3 Results and Discussion
3.1 Structural Characteristics of the SBA-15
The general shape of the adsorption isotherms is not modified after functionalization (Figure 1A). The adsorption curves exhibit typical Langmuir Ⅳ adsorption-desorption isotherms (Shah et al., 2008) and H1 hysteresis under high relative pressure. It belongs to hexagonal column mesoporous material. The pore size distribution curves of SBA-15, SBA-15-A, and SBA-15-G are shown in Figure 1B. From the curves, it can be seen that the pore size distribution of the modified material is reduced due to the introduction of organic groups, proving that the organic groups are successfully grafted to the surface of the material. The specific structural parameters of SBA-15, SBA-15-A, and SBA-15-G are shown in Table 1. It can be seen that the pore diameter, pore volume, and specific surface area of SBA-15-A and SBA-15-G were smaller than SBA-15, and the pore diameters of SBA-15, SBA-15-A, and SBA-15-G were 9.8, 8.7, and 8.6 nm, respectively. The decrease in pore size is due to the addition of organic groups.
FIGURE 1. (A): The adsorption isotherms of SBA-15, SBA-15-A, and SBA-15-G. (B): The pore size distribution curves of SBA-15, SBA-15-A, and SBA-15-G.

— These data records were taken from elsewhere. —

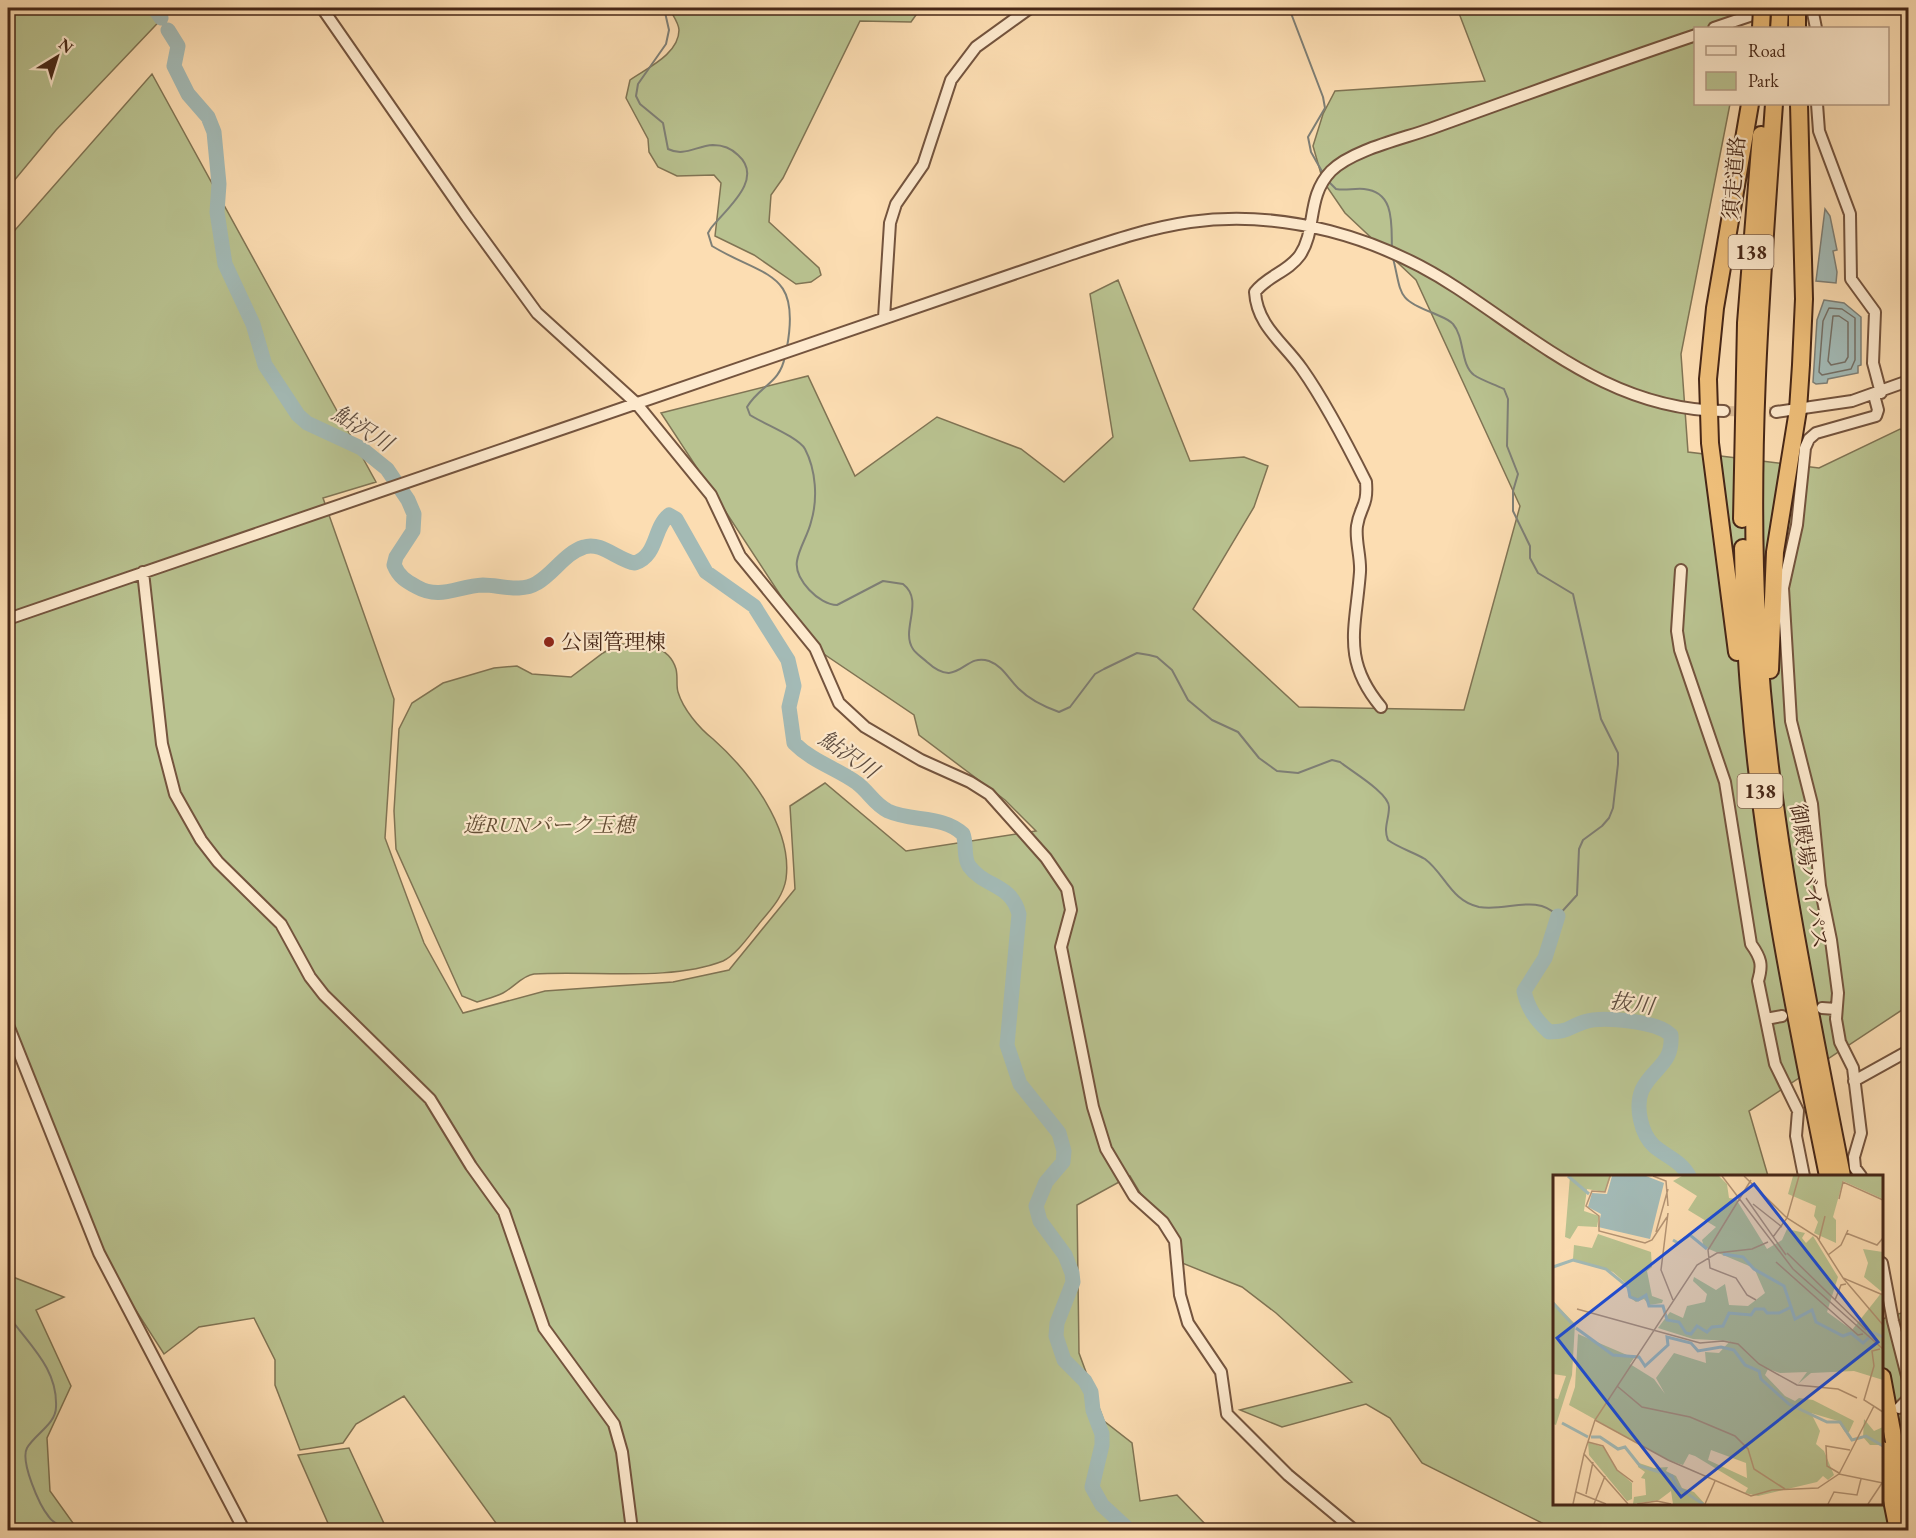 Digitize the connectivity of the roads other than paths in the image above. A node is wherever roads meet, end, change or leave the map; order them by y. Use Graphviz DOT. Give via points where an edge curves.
graph roads {
  1 [pos="322,8"];
  2 [pos="1030,8"];
  3 [pos="1762,8"];
  4 [pos="1769,8"];
  5 [pos="1812,8"];
  6 [pos="1742,13"];
  7 [pos="1773,21"];
  8 [pos="1716,27"];
  9 [pos="1816,27"];
  10 [pos="1694,35"];
  11 [pos="1750,105"];
  12 [pos="1763,105"];
  13 [pos="1774,105"];
  14 [pos="1799,105"];
  15 [pos="1817,105"];
  16 [pos="1308,226"];
  17 [pos="884,318"];
  18 [pos="1908,381"];
  19 [pos="1877,394"];
  20 [pos="1749,400"];
  21 [pos="636,403"];
  22 [pos="1798,410"];
  23 [pos="1716,411"];
  24 [pos="1776,412"];
  25 [pos="1681,570"];
  26 [pos="143,572"];
  27 [pos="8,619"];
  28 [pos="1381,707"];
  29 [pos="1761,798"];
  30 [pos="1778,826"];
  31 [pos="1822,1008"];
  32 [pos="1836,1009"];
  33 [pos="1782,1016"];
  34 [pos="1766,1019"];
  35 [pos="8,1025"];
  36 [pos="1908,1051"];
  37 [pos="1854,1081"];
  38 [pos="1804,1175"];
  39 [pos="1828,1175"];
  40 [pos="1842,1175"];
  41 [pos="1860,1175"];
  42 [pos="1883,1272"];
  43 [pos="1908,1380"];
  44 [pos="1883,1387"];
  45 [pos="1908,1398"];
  46 [pos="1899,1408"];
  47 [pos="1883,1456"];
  48 [pos="1903,1513"];
  49 [pos="244,1530"];
  50 [pos="632,1530"];
  51 [pos="1354,1530"];
  52 [pos="1898,1530"];
  1 -- 21 [label="street" via="537,313"];
  2 -- 17 [label="street" via="976,47 951,80 923,165 897,204 890,223"];
  3 -- 7 [label="highway, bridge"];
  4 -- 7 [label="highway"];
  5 -- 9 [label="street"];
  6 -- 7 [label="street"];
  6 -- 8 [label="street"];
  10 -- 16 [label="street" via="1351,158 1323,181"];
  11 -- 23 [label="highway" via="1715,308"];
  12 -- 20 [label="highway, 須走道路 / 138"];
  13 -- 20 [label="highway, 須走道路 / 138"];
  14 -- 22 [label="highway" via="1804,299"];
  15 -- 19 [label="street" via="1819,131 1850,214 1851,279 1875,312 1873,363"];
  16 -- 17 [label="street" via="1224,219 1156,228"];
  16 -- 23 [label="street" via="1367,242 1427,270 1551,354 1599,381 1634,395"];
  16 -- 28 [label="street" via="1301,254 1255,292 1259,314 1278,343 1302,368 1366,482 1368,499 1357,526 1360,570 1353,636 1359,677"];
  17 -- 21 [label="street"];
  18 -- 19 [label="street"];
  19 -- 22 [label="street"];
  19 -- 32 [label="street" via="1876,416 1816,433 1809,439 1783,588 1792,730 1812,804 1820,886 1839,993"];
  20 -- 29 [label="highway, 御殿場バイパス / 138" via="1745,623"];
  20 -- 30 [label="highway, 御殿場バイパス / 138" via="1756,620"];
  21 -- 26 [label="street"];
  21 -- 51 [label="street" via="711,495 740,556 815,648 849,714 921,760 989,794 1046,858 1067,889 1071,910 1061,947 1093,1107 1106,1149 1134,1196 1163,1222 1175,1241 1188,1323 1221,1372 1227,1414 1288,1475"];
  22 -- 24 [label="street"];
  22 -- 30 [label="highway" via="1771,606 1770,701"];
  23 -- 29 [label="highway" via="1715,491"];
  25 -- 34 [label="street" via="1677,631 1680,650 1725,782 1751,944 1761,957 1758,981"];
  26 -- 27 [label="street"];
  26 -- 50 [label="street" via="162,744 175,794 218,862 281,924 324,995 430,1099 504,1212 544,1328 614,1424 622,1452"];
  29 -- 39 [label="highway, 御殿場バイパス / 138" via="1786,964"];
  30 -- 40 [label="highway, 御殿場バイパス / 138" via="1799,960"];
  31 -- 32 [label="street"];
  32 -- 37 [label="street" via="1840,1042 1853,1068"];
  33 -- 34 [label="street"];
  34 -- 38 [label="street" via="1775,1064 1798,1110 1796,1136"];
  35 -- 49 [label="street" via="99,1253"];
  36 -- 37 [label="street"];
  37 -- 41 [label="street" via="1861,1133 1854,1157"];
  42 -- 43 [label="street"];
  44 -- 48 [label="highway"];
  45 -- 46 [label="street"];
  47 -- 48 [label="highway"];
  48 -- 52 [label="highway"];
} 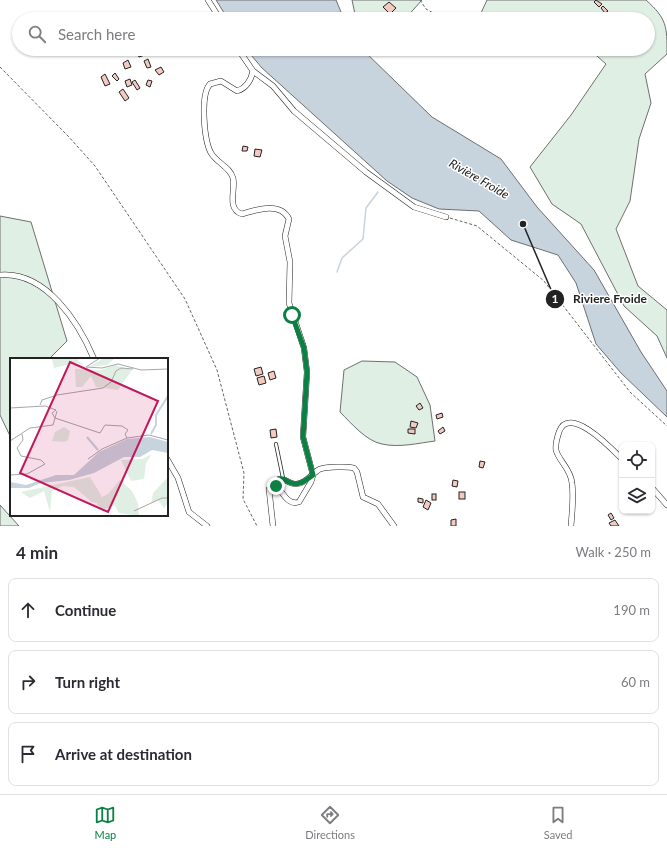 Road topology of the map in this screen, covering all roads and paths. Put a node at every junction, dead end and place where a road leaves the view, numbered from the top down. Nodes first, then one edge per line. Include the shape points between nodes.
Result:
1 (208, 0) edge
2 (420, 0) edge
3 (216, 12) edge
4 (431, 12) edge
5 (243, 56) edge
6 (0, 67) edge
7 (253, 71) junction
8 (446, 217) joint
9 (0, 275) edge
10 (94, 358) edge
11 (667, 426) edge
12 (276, 444) dead end
13 (619, 455) edge
14 (168, 461) edge
15 (313, 475) junction
16 (283, 478) junction
17 (272, 486) junction
18 (655, 491) edge
19 (667, 505) edge
20 (207, 526) edge
21 (257, 526) edge
22 (273, 526) edge
23 (394, 526) edge
24 (571, 526) edge

1 - 3 street
2 - 4 path
5 - 7 street
6 - 21 path via 95,166 185,299 217,370 244,473 244,500
7 - 8 street via 273,86 294,111 366,172 414,207
7 - 15 street via 251,80 242,90 234,90 221,81 208,86 205,92 205,137 211,153 230,171 233,178 232,198 239,213 275,209 284,211 289,218 285,236 290,262 289,303 304,348 307,372 303,437
8 - 11 path via 477,226 544,281 630,392
9 - 10 street via 31,282 58,301 76,323
12 - 16 lane
13 - 24 street via 601,438 576,423 568,422 561,427 556,441 556,451 568,469 572,483
14 - 20 street via 178,478 189,512
15 - 16 street via 297,484
15 - 17 street via 299,502 294,504 289,502 277,487
15 - 23 street via 325,468 354,468 363,497 378,504
16 - 17 street
17 - 22 street via 268,495
18 - 19 street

Supplementary Figure S3 shows the TG diagrams of SBA-15, SBA-15-A, and SBA-15-G. The result shows that SBA-15 has a slight weight loss (3.2%) with an increase in temperature because of the evaporation of physically adsorbed water and dehydroxylation on the material surface. The functionalized samples SBA-15-A and SBA-15-G, on the contrary, have significant weight losses of 13.5% and 9.1%, respectively. The first weight loss at 25°C–100°C can be attributed to dehydration, and the latter weight loss is due to the combustion of amino groups and epoxy groups. The results of the thermogravimetric analysis in Supplementary Figure S3further showed that the amino and epoxy organic groups were successfully grafted onto the surface of SBA-15.
Small-angle XRD patterns of SBA-15, SBA-15-A, and SBA-15-G are depicted in Supplementary Figure S4. All of the samples revealed three peaks, denoted as (100), (110), and (200) reflections. These peaks are the characteristic of hexagonal mesoporous structures, associated with p6 mm hexagonal symmetry (Zhao et al., 1998a). This indicates that the long-range-order structure of the SBA-15 was not disrupted after functionalization.
Figure 2 depicts the FT-IR spectra of SBA-15, SBA-15-A, and SBA-15-G. It can be seen that SBA-15 modified by amino and epoxy has a distinct absorption peak that SBA-15 does not have. In the SBA-15-A absorption spectrum, the absorption peaks near 2,940 and 2,860 cm−1 correspond to the symmetrical vibration and asymmetric vibration absorption of -CH2- (Phan and Jones, 2006), the absorption peaks at 1,580 cm−1 and 1,490 cm−1 correspond to the symmetrical bending vibration and symmetrical vibration of N-H (Nguyen et al., 2008), and the absorption peaks at 1,430 and 1,390 cm−1 correspond to the bending vibration absorption of C-H (Moller et al., 1999). The presence of these absorption peaks demonstrated that the amino groups were successfully grafted onto the surface of SBA-15. Similarly, in the infrared absorption spectrum of SBA-15-G, the absorption peaks near 2,940 and 2,860 cm−1 are asymmetric vibrations and symmetric vibration absorption of -CH2-, respectively; the absorption peaks at 1,440 and 1,380 cm−1 correspond to the bending vibration absorption of C-H; and 953 cm−1 corresponds to the stretching vibration of the epoxy group. These absorption peaks indicate that the epoxy group is successfully grafted to the surface of SBA-15.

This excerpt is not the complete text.